Apparently two young couples had the audacity to travel in a car. It is unclear why exactly this is "haram" under shari'a law, but Allah knows best, and so do the Muttawa.

So our heroes, naturally, went in full pursuit with their signature white Toyota SUV:
Eyewitnesses said that they saw a commission SUV with two agents and a security officer inside following a white Ford until it crashed into a small farm with the four people inside. As the Ford was still absorbing the force of impact, the Commission’s agents fled the scene, they added.

An eyewitness said after the car had crashed into the farm, he waved at the Commission’s agents to stop but they ignored him, prompting him to report the incident and the license plate number of the SUV to the police. Another eyewitness confirmed that he saw the commission SUV at the scene of the crash as it happened.

A police source said that the eyewitnesses reported seeing the white Toyota SUV at the scene right after the crash and provided its license plate number.

Chief of Madina Traffic Department Col. Siraj Kamal said that early information and eyewitnesses’ accounts suggest that the commission SUV was in hot pursuit of the victims’ car. If the information and reports are confirmed, the case will be referred to authorities concerned, he said.

Firefighters extracted three bodies from the wreckage of the vehicle, said Madina Civil Defense spokesman Col. Mansour Al-Juhani.

The driver, 30, died of internal bleeding one hour later in hospital, said director of King Fahd Hospital in Madina Mutwakil Hajaj.

The four were not identified.
To be fair, the Muttawa deny any involvement despite the eyewitnesses. They also denied any involvement last month when eyewitnesses saw them chase another couple to their deaths.

Our heroes' body count has really been piling up in the past year, as the Saudi Gazette helpfully enumerates:
The Commission’s agents have been recently accused of involvement in many death cases.
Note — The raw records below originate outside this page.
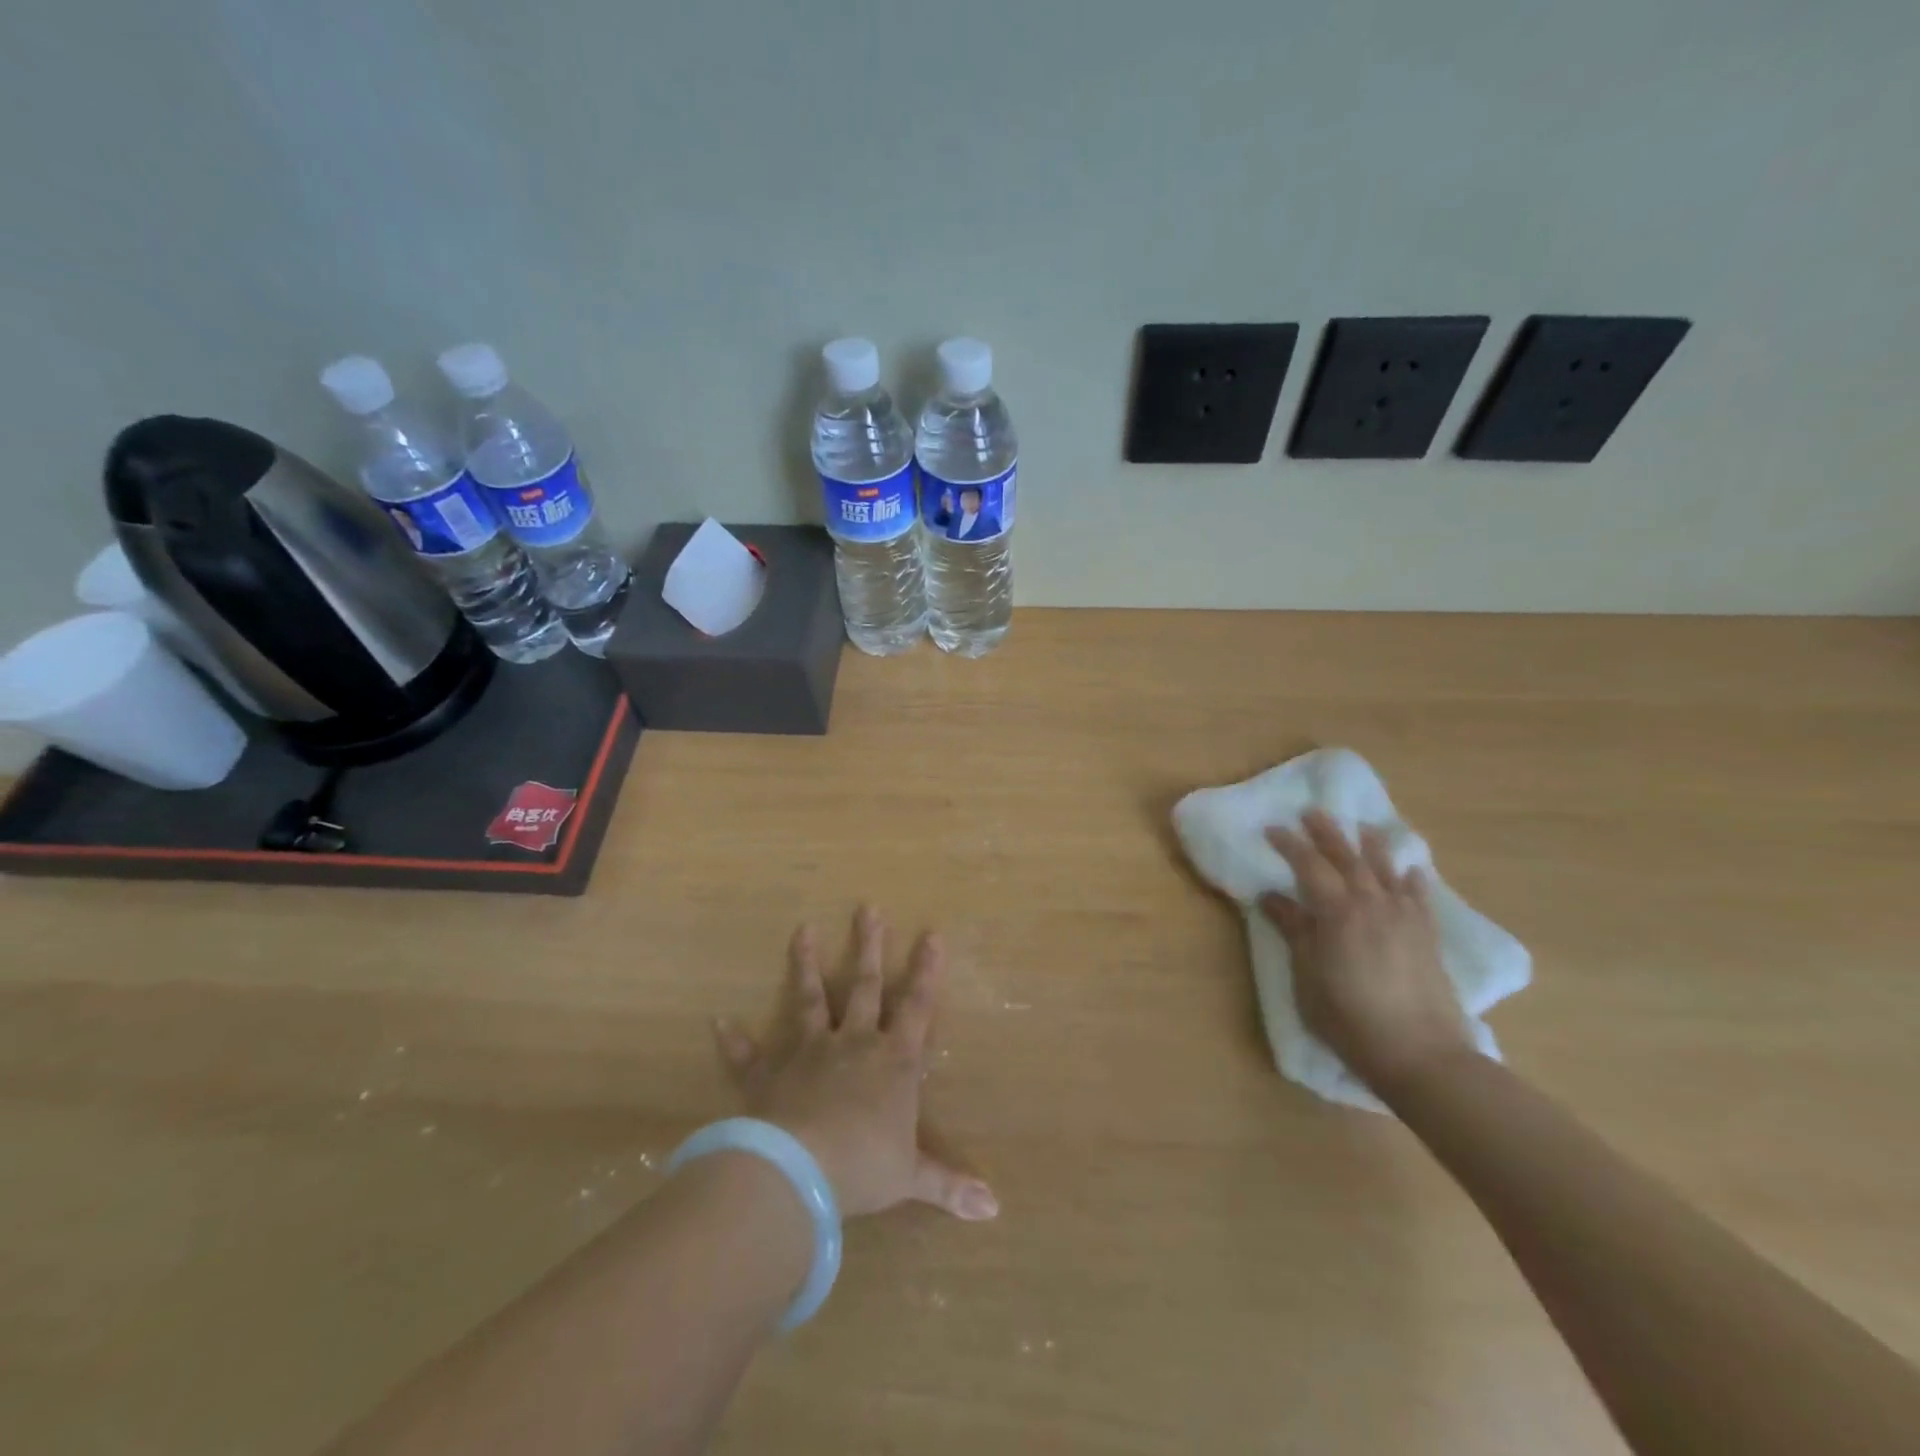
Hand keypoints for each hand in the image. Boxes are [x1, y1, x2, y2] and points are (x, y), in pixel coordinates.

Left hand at [713, 907, 998, 1221]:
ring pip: (809, 1000)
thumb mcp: (911, 1176)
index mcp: (893, 1061)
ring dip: (806, 965)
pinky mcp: (769, 1074)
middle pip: (864, 986)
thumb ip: (950, 1185)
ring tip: (802, 930)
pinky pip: (748, 1055)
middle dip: (868, 947)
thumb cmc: (864, 1166)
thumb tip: (995, 1209)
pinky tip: (718, 1021)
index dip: (927, 971)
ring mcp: (808, 1053)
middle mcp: (853, 1044)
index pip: (917, 1007)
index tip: (931, 932)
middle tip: (867, 908)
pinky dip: (734, 1040)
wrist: (799, 1171)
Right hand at [1260, 809, 1471, 1093]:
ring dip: (1371, 845)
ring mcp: (1404, 918)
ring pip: (1385, 870)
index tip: (1272, 828)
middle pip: (1347, 859)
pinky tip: (1411, 870)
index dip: (1290, 845)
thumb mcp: (1308, 975)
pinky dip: (1412, 879)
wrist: (1421, 1053)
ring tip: (1362, 827)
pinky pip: (1419, 897)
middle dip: (1327, 833)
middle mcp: (1372, 904)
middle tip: (1312, 812)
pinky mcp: (1427, 936)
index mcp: (1337, 912)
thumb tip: (1271, 896)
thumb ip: (1294, 930)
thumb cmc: (1349, 1017)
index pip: (1309, 866)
Last week, a 29-year-old man jumped from the third-floor window of an apartment to his death while allegedly trying to avoid arrest by the Commission in Adama District, Dammam.

Earlier in March, a young man and a woman allegedly fleeing from agents of the Commission were killed when their speeding car smashed head-on into a truck on the Madina-Tabuk Road. Investigations in the above two cases are still under way.

In May 2007, the Commission’s agents in Riyadh were involved in a murder case during a forced entry into a house and the beating to death of Salman Al-Huraisi, a citizen, who allegedly possessed and sold alcohol. In June 2007, in Tabuk, the Commission’s agents spotted a 50-year-old family driver, Ahmed Al-Bulawi, driving with a woman in his car. They stopped the car, arrested the two and took the man to one of the Commission’s interrogation centers, where he died. The court ruled that the Commission’s agents were innocent in both death cases filed against it.
So the Muttawa death count is now at 9 in the past 10 months. Not bad, because, to the Commission, extremism in the defense of Sharia is no vice.